There is one instance, though, where your sense of pride  will always surface: your car - regardless of what it is.

Think of yourself what you will, but every person needs to feel some kind of external validation and your car provides that, some more often than others.

A guy driving a R900k car can sit every day and look down at other people and their cars, proud in the fact of what he doesn’t have to drive.

Others – especially those who can’t stand their old, scruffy, tech-less, bruised and battered cars – will scoff at the theory that they also find pride in their rides. Most of the time they find themselves head-down in their ancient piece of machinery, sulking because they deserve better from Mom and Dad (if they’re students) or that they’re not at a point in their lives where they can buy a ‘proper’ car.

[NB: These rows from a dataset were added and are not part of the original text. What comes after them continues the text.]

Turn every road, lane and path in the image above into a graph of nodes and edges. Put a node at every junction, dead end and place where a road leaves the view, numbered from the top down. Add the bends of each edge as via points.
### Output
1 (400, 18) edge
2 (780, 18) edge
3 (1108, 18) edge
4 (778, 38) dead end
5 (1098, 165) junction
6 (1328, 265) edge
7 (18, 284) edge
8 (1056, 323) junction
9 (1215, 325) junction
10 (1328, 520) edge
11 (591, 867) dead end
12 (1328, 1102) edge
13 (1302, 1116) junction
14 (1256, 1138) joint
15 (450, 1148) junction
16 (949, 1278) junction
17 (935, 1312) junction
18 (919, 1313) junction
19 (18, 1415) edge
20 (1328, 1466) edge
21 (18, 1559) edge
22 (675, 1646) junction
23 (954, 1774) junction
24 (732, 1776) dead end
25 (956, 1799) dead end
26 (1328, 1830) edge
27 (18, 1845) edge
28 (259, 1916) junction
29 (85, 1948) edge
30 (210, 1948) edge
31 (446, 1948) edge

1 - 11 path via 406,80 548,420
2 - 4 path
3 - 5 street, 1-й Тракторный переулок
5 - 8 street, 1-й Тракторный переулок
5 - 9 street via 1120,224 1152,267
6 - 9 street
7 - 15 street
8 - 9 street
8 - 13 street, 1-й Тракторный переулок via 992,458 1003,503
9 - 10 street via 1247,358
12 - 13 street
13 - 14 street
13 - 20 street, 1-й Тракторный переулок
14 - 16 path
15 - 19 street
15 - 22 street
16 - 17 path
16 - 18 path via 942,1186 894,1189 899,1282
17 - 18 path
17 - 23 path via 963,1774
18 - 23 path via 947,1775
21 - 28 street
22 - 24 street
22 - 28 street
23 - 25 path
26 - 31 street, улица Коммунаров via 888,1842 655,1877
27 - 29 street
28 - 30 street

But, regardless of how depressing you may find your car, a sense of pride will arise at one point or another. Amidst all the complaints and bemoaning of your automotive fate, the one aspect that will get your chest out, is its top speed - what you think or want to believe it is.

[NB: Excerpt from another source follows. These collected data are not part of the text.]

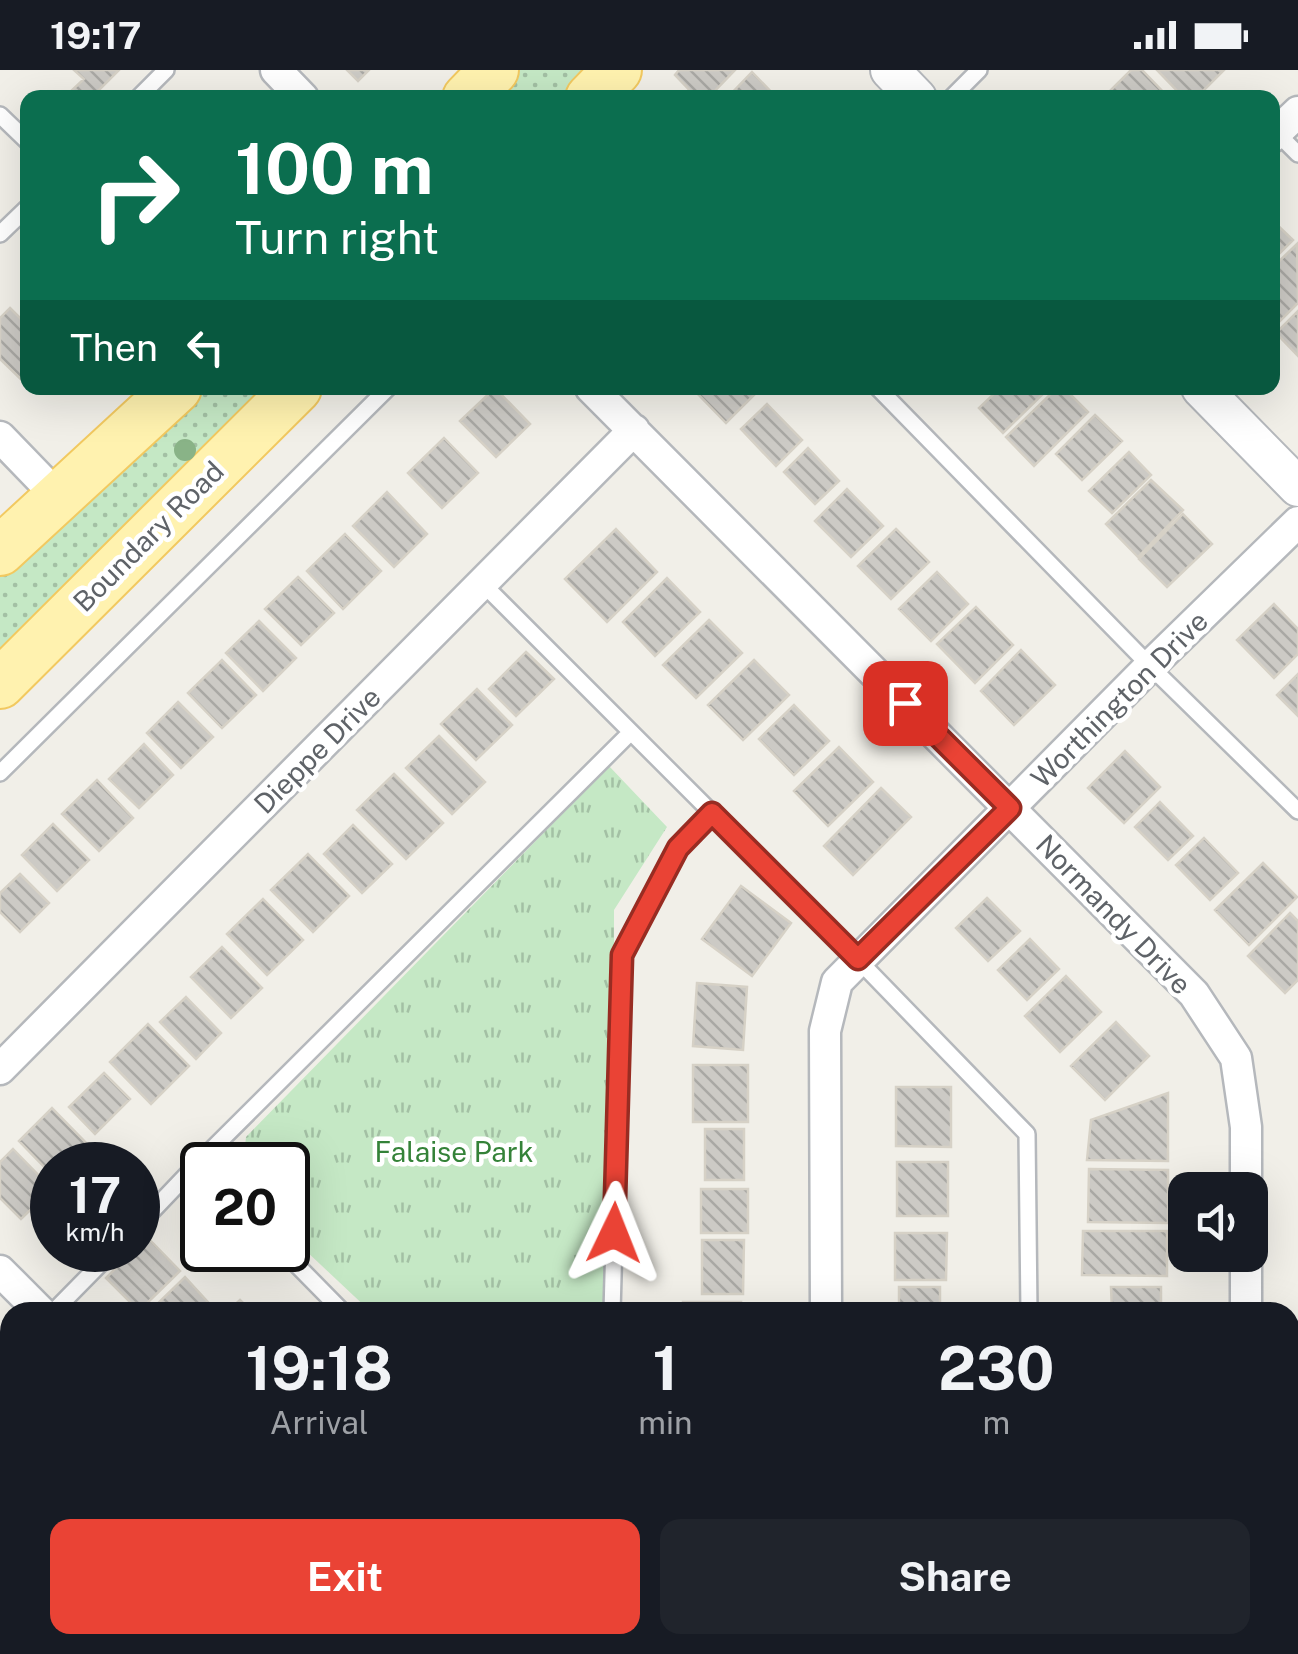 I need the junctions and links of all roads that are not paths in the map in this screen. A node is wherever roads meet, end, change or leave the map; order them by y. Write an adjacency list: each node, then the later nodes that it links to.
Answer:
1 (166, 70): 6 (lane)
2 (276, 70): 7 (street)
3 (494, 70): 8 (main road)
4 (890, 70): 9 (street)
5 (979, 70): 10 (lane)
6 (146, 90)
7 (296, 90)
8 (475, 90)
9 (909, 90)
10 (959, 90)
11 (0, 115): 12 (lane)
12 (20, 134)
13 (20, 215): 14 (lane)
14 (0, 234)
15 (169, 395): 24 (main road)
16 (290, 395): 29 (main road, Boundary Road)
17 (381, 395): 31 (lane)
18 (598, 395): 21 (street, Normandy Drive)
19 (885, 395): 28 (lane)
20 (1207, 395): 23 (street)
21 (634, 430): 27 (street, Dieppe Drive); 32 (street, Normandy Drive)
22 (0, 437): 24 (street)
23 (1298, 487)
24 (59, 498): 26 (main road)
25 (1298, 522): 28 (street, Worthington Drive)
26 (0, 551)
27 (482, 584): 30 (lane); 36 (street, Dieppe Drive)
28 (1150, 666): 32 (street, Worthington Drive); 33 (lane)
29 (0, 684)
30 (631, 732): 34 (lane); 37 (lane)
31 (0, 773)
32 (1010, 808): 35 (street, Worthington Drive); 38 (street, Normandy Drive)
33 (1298, 811)
34 (712, 813): 35 (lane); 48 (lane)
35 (858, 959): 49 (street, Worthington Drive); 50 (lane)
36 (0, 1068)
37 (224, 1142)
38 (1246, 1172)
39 (180, 1185): 40 (lane)
40 (160, 1205)
41 (0, 1270): 45 (street)
42 (92, 1272): 46 (lane)
43 (304, 1272): 47 (lane)
44 (1246, 1272): 51 (street)
45 (31, 1302)
46 (63, 1302)
47 (333, 1302)
48 (612, 1302)
49 (826, 1302)
50 (1029, 1302)
51 (1246, 1302)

This kind of pride is also accompanied by the always feel-good, wonderful bliss that is ignorance.

Certainly, there are exceptions, but almost every human being has an ego big and insecure enough to have to find pride in something. Finding that pride in how fast your car can go is easy, because in these people’s cases, it’s all relative.
I drive a 2005 VW CitiGolf 1.4 (the carburettor version). I love my car. It’s simple and unpretentious. I’ve never climbed in and felt sad that it wasn’t something more modern. Would I say no to a better new car though? Never.

Now, I’m no adrenalin junkie and I also don’t really possess an inner child, so I don’t go to a lot of trouble finding out how uncomfortably fast I can go in a car (I do have to go pretty fast to leave my comfort zone though, depending on the car).

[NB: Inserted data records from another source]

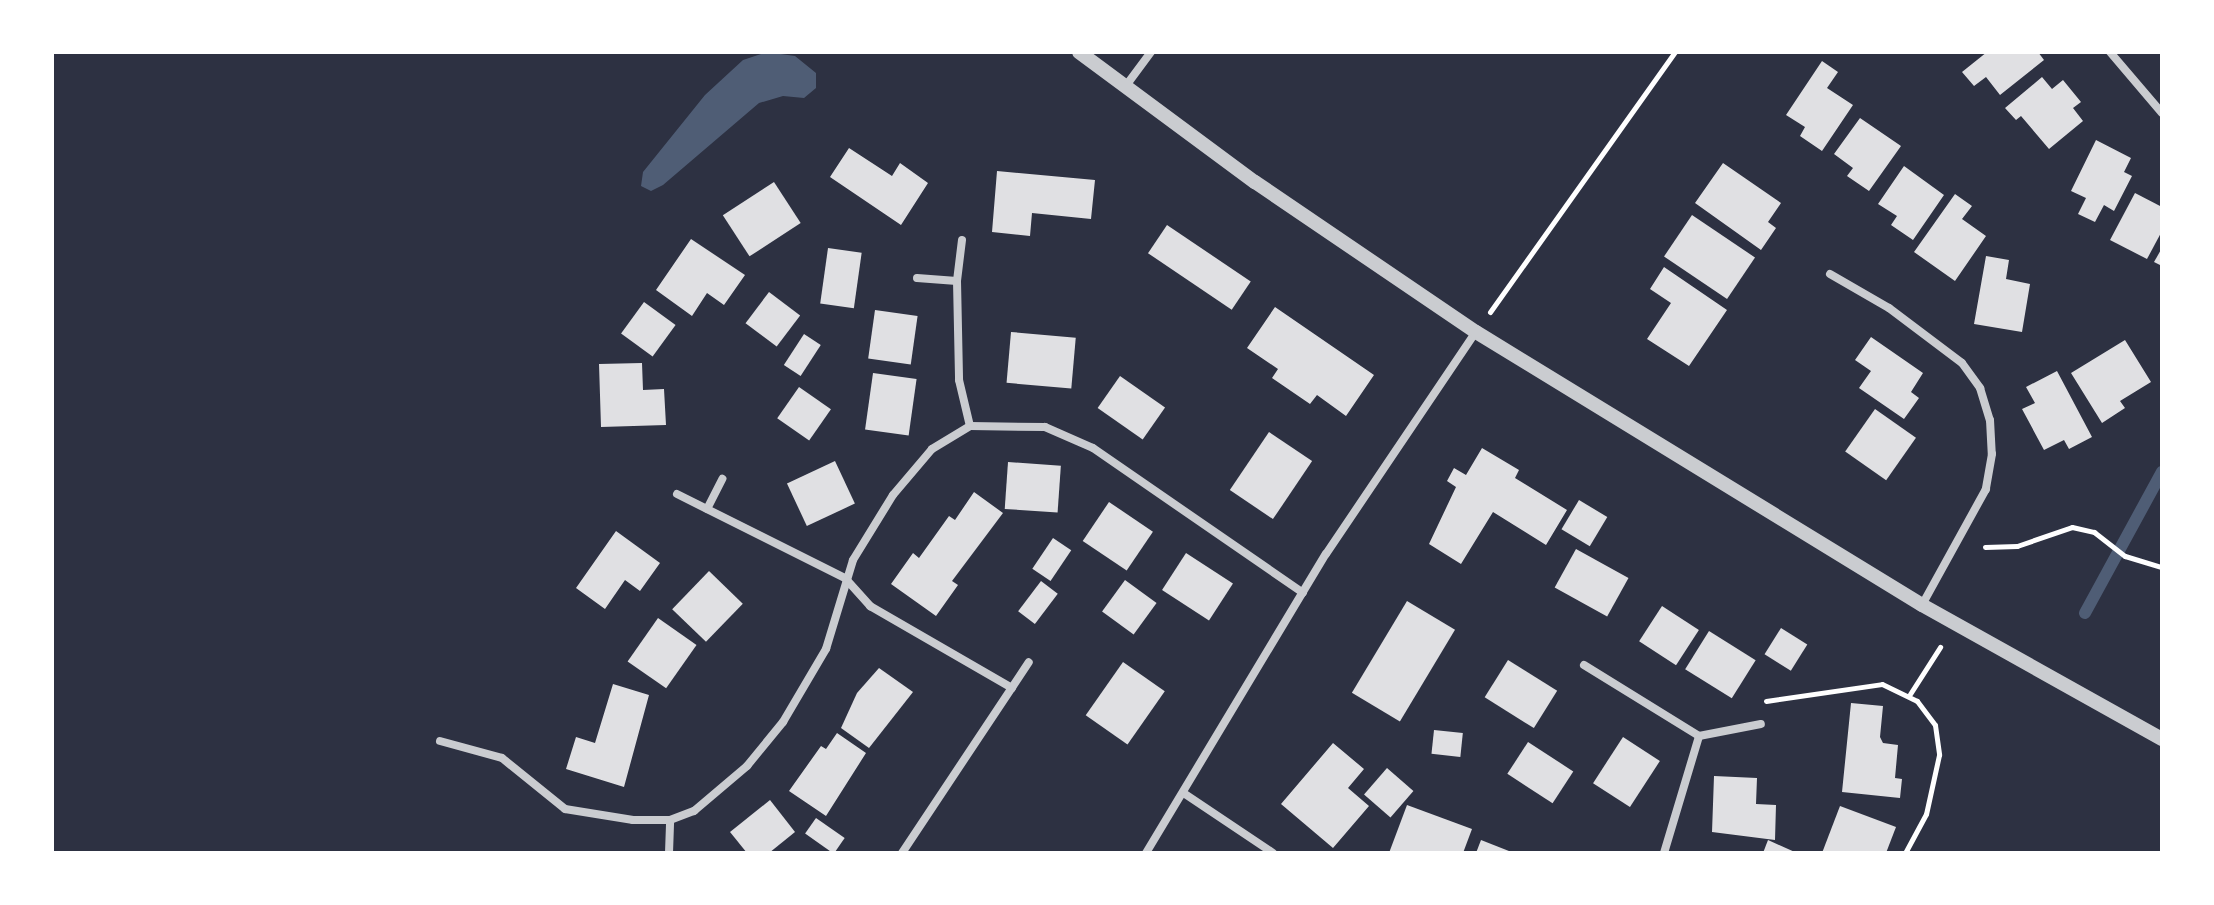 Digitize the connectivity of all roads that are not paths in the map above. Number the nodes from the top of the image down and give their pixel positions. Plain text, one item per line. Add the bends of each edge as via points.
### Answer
1 (1079, 52) edge
2 (1151, 52) edge
3 (2110, 52) edge
4 (1124, 88) junction
5 (2162, 113) edge
6 (962, 240) dead end
7 (1830, 274) dead end
8 (917, 278) dead end
9 (957, 281) junction
10 (1476, 332) junction
11 (970, 426) junction
12 (722, 479) dead end
13 (677, 494) dead end
14 (707, 509) junction
15 (845, 578) junction
16 (1303, 593) junction
17 (1922, 605) junction
18 (1029, 662) dead end
19 (1584, 665) dead end
20 (1012, 688) junction
21 (1761, 724) road end
22 (1699, 736) junction
23 (2162, 739) edge
24 (440, 741) dead end
25 (1185, 794) junction
26 (670, 820) junction
27 (669, 853) edge
28 (902, 853) edge
29 (1146, 853) edge
30 (1273, 853) edge
31 (1664, 853) edge

1 - 4 street
2 - 4 street
3 - 5 street
4 - 10 street
6 - 9 street
7 - 17 street via 1889,308 1962,363 1980,388 1990,420 1986,489
8 - 9 street
9 - 11 street via 959,380
10 - 16 street
10 - 17 street
11 - 15 street via 932,449 893,495
11 - 16 street via 1000,422 1045,427 1093,448
12 - 14 street
13 - 14 street
14 - 15 street
15 - 20 street via 870,606
15 - 26 street via 826,649 783,722 723,789
16 - 25 street
17 - 23 street
18 - 20 street
19 - 22 street
20 - 28 street
21 - 22 street
22 - 31 street
24 - 26 street via 502,758 565,809
25 - 29 street
25 - 30 street
26 - 27 street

I recently did push my speedometer to just over 160km/h on a brand-new piece road that did not sport a single pothole.
It was terrifying. The car was so unsettled by what I was putting it through, I was sure that if an Uno would by some miracle manage to pass me, I would fall over. My GPS said I was doing only 151km/h. It provided little solace.

I was being needled by a physiotherapist one day when she told me very enthusiastically that she had pushed her Citi – identical to mine in every way save that it was a year older – to 180km/h on the N1. My first reaction was shock and horror: I was being stuck full of needles (very close to my lungs) by a woman who believed with all her heart and soul that her fuel-injection-less Citi could do 180km/h. Most importantly though, she didn’t say it with any hint of surprise; it was with resounding pride.

In another instance, someone told me that he had pushed his 2012 Kia Picanto 1.2 EX (no disrespect to the Picanto; it’s the best value for money on the market) to 190km/h here on the Highveld. A local publication established the top speed of this exact model at 163km/h (at sea level).

Let’s say that the speedometer reading at the true speed of 163km/h actually was 190km/h. That would mean that Kia had built a car with a speedometer deviation of 16.56%. So either this was the dud of all duds – I cannot for a second believe that Kia would roll out a car as defective as this – or our old friends Dr Pride and Mr Vanity have crashed the party.
Now I can’t be so reckless as to accuse these people of lying, but I find the ignorance of these instances astounding and more to the point, ridiculous.

My lack of tact often sees me refute these people’s claims to their faces. All I get are looks of confusion and hurt, because I had the audacity to challenge the validity of – you guessed it – the one thing they managed to find pride in.
We seemingly need to commit the ultimate deadly sin in order to feel valid and worthy and no matter how much your ride might actually make you feel unworthy, you somehow always will find pride in your small ride.